A few hours later the phone rang. “Gay? Nancy. I just had a call from Mona Archibald at HRS. Pastor Shaw called her a few minutes ago and informed her that they will ask Lydia to leave unless we back off from our unreasonable demands.”

“What should we do?” I asked.

“You can modify your requirements or …” She drifted off. “Just a moment, Calvin Reynolds from HRS is calling on the other line. You want to hold?”

“Sure.” I closed my eyes and wished I had turned the case back to Lillian when the religious question was raised. Another guardian more acceptable to the Shaws might have protected Lydia better.

Nancy was back on the line. “There’s going to be an emergency hearing next Monday to allow the judge to determine whether Lydia will remain in the Tabernacle Home under their rules. That gives us a few more days to find an alternative for Lydia.”

Here was a challenge I relished. Producing films often brought the same rush, especially when something that had been set up for a long time fell apart at the last minute because of weather or a technical problem or an illness and I had to use all my wiles to save the day by lining up a completely different program. I called several former Guardians ad Litem, the heads of two neighboring programs, the director of a girls’ school upstate, the district manager of several special HRS programs, a few wealthy women in a nearby city who might know someone who would take Lydia in. Then I started on my personal list of contacts. I picked two families, one in our community, one about fifty miles away.

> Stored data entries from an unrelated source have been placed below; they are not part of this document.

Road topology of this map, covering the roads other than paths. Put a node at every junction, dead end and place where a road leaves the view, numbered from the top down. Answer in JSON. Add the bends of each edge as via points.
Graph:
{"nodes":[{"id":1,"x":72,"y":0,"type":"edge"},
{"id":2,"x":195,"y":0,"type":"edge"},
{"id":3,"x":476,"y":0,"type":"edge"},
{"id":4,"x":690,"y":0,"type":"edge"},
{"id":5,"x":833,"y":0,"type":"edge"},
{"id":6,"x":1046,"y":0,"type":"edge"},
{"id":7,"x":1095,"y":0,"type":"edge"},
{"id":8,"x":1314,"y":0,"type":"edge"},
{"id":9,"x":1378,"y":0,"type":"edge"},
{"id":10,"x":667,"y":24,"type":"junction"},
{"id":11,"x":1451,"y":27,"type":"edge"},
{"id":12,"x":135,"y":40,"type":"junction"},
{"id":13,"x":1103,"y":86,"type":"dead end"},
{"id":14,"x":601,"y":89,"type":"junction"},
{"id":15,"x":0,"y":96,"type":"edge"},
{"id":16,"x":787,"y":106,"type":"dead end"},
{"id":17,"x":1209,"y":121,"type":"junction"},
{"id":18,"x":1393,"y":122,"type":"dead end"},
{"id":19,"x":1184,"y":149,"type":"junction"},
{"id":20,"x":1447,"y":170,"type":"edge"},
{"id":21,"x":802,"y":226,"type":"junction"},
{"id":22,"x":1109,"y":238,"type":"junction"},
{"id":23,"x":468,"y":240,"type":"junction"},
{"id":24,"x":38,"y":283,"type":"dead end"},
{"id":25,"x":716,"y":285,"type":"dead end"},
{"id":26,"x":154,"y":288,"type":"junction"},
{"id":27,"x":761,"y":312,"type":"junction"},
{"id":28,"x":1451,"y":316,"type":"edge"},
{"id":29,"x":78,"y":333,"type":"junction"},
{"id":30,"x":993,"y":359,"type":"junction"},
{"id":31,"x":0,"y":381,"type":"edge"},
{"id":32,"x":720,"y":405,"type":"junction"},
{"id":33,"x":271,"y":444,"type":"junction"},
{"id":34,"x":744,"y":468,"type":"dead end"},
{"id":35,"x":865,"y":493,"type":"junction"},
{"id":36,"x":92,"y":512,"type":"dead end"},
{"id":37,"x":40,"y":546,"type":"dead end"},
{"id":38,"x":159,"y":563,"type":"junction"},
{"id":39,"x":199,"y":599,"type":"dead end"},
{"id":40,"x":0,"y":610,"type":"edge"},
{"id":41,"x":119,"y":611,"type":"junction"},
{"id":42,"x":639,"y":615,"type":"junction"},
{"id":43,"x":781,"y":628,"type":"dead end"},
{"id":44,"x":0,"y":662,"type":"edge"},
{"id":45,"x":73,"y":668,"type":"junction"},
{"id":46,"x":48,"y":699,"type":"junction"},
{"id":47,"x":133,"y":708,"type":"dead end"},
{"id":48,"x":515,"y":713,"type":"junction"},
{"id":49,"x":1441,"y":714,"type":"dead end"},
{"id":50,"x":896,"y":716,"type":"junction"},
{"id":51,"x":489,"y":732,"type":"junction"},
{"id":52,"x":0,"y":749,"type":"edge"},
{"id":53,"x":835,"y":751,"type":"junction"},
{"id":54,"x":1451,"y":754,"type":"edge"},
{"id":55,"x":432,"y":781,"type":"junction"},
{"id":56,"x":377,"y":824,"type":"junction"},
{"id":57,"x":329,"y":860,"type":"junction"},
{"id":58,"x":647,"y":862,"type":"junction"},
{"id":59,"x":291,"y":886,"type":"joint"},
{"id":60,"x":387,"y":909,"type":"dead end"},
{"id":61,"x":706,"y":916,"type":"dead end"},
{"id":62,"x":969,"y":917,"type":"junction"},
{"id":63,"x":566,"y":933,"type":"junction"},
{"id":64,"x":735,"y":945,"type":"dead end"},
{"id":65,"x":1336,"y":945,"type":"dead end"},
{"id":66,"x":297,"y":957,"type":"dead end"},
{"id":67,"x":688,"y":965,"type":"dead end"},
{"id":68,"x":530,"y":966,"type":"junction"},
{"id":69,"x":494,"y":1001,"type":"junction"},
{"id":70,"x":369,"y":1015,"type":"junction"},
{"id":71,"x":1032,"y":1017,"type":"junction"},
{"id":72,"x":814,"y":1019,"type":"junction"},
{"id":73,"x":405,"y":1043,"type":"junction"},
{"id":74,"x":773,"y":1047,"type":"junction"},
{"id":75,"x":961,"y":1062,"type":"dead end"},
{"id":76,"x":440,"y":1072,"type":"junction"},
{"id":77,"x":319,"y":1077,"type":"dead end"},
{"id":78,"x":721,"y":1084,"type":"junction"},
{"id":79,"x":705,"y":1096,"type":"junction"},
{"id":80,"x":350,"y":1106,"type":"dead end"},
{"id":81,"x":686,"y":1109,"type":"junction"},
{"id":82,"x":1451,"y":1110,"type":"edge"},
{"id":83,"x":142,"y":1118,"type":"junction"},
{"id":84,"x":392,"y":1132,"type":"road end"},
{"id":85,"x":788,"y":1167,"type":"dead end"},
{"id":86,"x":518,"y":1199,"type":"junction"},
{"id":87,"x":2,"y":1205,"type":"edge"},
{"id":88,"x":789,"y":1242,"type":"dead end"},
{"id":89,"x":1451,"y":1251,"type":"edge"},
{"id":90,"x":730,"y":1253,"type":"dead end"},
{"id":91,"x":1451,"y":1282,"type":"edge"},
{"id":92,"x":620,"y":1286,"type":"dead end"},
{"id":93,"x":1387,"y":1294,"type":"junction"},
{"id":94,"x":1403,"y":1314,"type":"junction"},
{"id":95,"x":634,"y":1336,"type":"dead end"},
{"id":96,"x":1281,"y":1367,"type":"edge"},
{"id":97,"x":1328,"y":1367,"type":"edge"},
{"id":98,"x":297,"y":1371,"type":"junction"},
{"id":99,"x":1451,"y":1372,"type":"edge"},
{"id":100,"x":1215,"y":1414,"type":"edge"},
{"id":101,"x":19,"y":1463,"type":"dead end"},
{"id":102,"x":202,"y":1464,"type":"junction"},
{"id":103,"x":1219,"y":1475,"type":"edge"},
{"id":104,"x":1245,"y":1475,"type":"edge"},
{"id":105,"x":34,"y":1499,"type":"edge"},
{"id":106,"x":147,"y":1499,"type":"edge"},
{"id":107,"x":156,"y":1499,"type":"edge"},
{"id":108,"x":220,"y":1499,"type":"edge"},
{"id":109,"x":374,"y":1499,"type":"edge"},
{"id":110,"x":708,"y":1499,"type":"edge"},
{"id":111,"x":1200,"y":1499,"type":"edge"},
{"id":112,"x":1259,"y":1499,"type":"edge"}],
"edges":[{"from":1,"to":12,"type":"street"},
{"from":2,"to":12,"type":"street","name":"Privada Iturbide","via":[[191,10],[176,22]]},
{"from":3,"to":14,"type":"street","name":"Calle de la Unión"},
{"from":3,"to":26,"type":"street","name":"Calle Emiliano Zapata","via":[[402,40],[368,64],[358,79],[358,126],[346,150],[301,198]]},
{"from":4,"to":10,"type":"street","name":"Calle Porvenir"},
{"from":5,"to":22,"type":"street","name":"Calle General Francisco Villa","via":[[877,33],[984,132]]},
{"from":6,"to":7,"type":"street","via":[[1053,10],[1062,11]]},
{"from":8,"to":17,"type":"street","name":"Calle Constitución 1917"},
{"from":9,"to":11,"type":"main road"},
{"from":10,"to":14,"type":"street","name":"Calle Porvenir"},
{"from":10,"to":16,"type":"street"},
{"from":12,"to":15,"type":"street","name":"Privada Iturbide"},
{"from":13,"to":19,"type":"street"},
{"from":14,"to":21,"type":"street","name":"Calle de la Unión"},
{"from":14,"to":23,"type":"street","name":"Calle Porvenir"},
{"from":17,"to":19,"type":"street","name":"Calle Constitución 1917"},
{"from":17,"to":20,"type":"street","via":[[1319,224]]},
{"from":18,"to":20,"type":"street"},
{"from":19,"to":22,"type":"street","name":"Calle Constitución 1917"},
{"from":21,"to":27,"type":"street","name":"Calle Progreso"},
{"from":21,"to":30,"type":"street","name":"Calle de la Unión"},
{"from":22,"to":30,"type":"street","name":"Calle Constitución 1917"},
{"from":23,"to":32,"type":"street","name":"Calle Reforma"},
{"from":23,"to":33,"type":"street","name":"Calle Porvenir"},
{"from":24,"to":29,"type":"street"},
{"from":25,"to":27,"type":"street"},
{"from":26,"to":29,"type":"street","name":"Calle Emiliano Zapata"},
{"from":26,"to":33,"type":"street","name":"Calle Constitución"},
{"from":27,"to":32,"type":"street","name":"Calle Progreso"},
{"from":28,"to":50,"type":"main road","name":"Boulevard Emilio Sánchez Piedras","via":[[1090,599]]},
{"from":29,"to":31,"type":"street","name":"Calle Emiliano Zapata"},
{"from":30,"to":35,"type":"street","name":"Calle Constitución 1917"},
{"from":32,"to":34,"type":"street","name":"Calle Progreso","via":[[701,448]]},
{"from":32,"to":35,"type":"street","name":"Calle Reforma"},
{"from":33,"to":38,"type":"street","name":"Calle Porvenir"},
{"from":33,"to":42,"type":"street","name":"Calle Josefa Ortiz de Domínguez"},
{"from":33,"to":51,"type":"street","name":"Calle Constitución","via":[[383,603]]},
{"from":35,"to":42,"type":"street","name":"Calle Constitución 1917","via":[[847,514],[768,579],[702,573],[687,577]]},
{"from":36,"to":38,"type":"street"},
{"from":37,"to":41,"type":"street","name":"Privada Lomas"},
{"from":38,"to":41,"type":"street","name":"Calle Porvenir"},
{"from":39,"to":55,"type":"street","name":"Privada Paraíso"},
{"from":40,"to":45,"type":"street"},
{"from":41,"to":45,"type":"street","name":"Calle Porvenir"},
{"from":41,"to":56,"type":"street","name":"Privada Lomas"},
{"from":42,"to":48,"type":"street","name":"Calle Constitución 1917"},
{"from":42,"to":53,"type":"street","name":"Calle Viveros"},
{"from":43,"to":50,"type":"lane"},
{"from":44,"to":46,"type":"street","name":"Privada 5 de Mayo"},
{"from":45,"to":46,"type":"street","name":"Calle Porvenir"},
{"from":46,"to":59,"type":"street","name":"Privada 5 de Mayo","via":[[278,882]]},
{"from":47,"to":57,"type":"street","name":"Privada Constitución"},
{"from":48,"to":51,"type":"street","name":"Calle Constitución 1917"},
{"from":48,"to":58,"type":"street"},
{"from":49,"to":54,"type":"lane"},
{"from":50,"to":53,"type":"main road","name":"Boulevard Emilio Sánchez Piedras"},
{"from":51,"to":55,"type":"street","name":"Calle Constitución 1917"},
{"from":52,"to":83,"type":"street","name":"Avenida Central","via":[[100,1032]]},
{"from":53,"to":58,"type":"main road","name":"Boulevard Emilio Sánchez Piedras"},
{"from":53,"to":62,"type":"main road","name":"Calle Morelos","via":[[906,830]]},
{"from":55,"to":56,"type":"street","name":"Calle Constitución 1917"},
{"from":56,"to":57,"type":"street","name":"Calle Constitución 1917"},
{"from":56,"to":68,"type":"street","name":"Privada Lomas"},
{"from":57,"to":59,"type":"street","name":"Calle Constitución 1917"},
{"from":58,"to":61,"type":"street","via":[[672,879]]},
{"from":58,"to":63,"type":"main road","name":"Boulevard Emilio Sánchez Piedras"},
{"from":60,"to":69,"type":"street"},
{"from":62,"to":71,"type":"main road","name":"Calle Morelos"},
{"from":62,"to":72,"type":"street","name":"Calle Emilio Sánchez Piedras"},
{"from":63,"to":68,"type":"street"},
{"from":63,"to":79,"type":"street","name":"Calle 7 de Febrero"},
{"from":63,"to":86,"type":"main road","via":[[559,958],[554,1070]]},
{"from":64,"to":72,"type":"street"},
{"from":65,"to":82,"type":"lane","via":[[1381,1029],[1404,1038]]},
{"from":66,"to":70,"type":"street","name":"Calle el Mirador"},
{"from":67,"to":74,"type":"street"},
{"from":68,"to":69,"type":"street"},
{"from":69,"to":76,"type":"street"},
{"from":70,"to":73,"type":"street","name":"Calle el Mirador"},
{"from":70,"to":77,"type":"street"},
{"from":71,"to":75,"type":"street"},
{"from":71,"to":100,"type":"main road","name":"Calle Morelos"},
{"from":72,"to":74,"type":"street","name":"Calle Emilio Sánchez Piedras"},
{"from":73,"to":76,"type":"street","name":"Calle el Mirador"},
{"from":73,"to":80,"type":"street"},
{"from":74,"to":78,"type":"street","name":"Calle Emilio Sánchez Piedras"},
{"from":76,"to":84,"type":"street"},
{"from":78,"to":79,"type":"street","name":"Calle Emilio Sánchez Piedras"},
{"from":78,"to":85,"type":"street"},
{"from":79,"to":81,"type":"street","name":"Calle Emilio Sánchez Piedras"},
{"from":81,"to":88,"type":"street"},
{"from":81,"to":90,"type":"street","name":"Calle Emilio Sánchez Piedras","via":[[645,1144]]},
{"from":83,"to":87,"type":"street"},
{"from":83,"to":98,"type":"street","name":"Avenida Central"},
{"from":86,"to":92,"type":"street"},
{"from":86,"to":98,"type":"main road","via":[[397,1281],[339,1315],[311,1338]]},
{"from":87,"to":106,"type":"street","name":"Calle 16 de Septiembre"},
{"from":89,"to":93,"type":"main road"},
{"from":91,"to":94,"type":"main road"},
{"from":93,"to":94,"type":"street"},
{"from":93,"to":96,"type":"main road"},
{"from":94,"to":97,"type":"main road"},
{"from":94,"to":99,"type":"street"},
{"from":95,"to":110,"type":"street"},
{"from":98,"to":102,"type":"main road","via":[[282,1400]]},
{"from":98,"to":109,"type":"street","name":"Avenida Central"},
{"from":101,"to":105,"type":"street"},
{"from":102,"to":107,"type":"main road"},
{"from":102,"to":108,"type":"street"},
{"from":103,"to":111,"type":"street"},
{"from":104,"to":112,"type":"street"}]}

“I would take her myself,” I told my friends truthfully, “but it is a hard-and-fast rule that guardians may not even bring their clients to their homes.”

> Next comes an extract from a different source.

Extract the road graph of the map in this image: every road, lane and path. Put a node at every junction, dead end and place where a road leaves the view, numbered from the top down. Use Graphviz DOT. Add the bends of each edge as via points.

Both families showed some interest but wanted to know more. My immediate concern was where Lydia would sleep Monday night if the judge ruled that she should leave the Tabernacle Home at once. Perhaps the Shaws would keep her a few more days, but based on their behavior, I thought that unlikely. I called Becky Morse, the foster mother of one of my other guardian children, and asked if she could act as an emergency shelter.

“Sure. Tell Mona Archibald that I will expect the group rate for her care, which is what I get for short-term kids.”

“Becky, she’s not in the system, so maybe they won’t pay anything. If it turns out that way, couldn’t you give her a few days without payment?”

“No, even if I would like to help you out this once, I don’t dare, because then HRS would constantly be asking for freebies and favors.”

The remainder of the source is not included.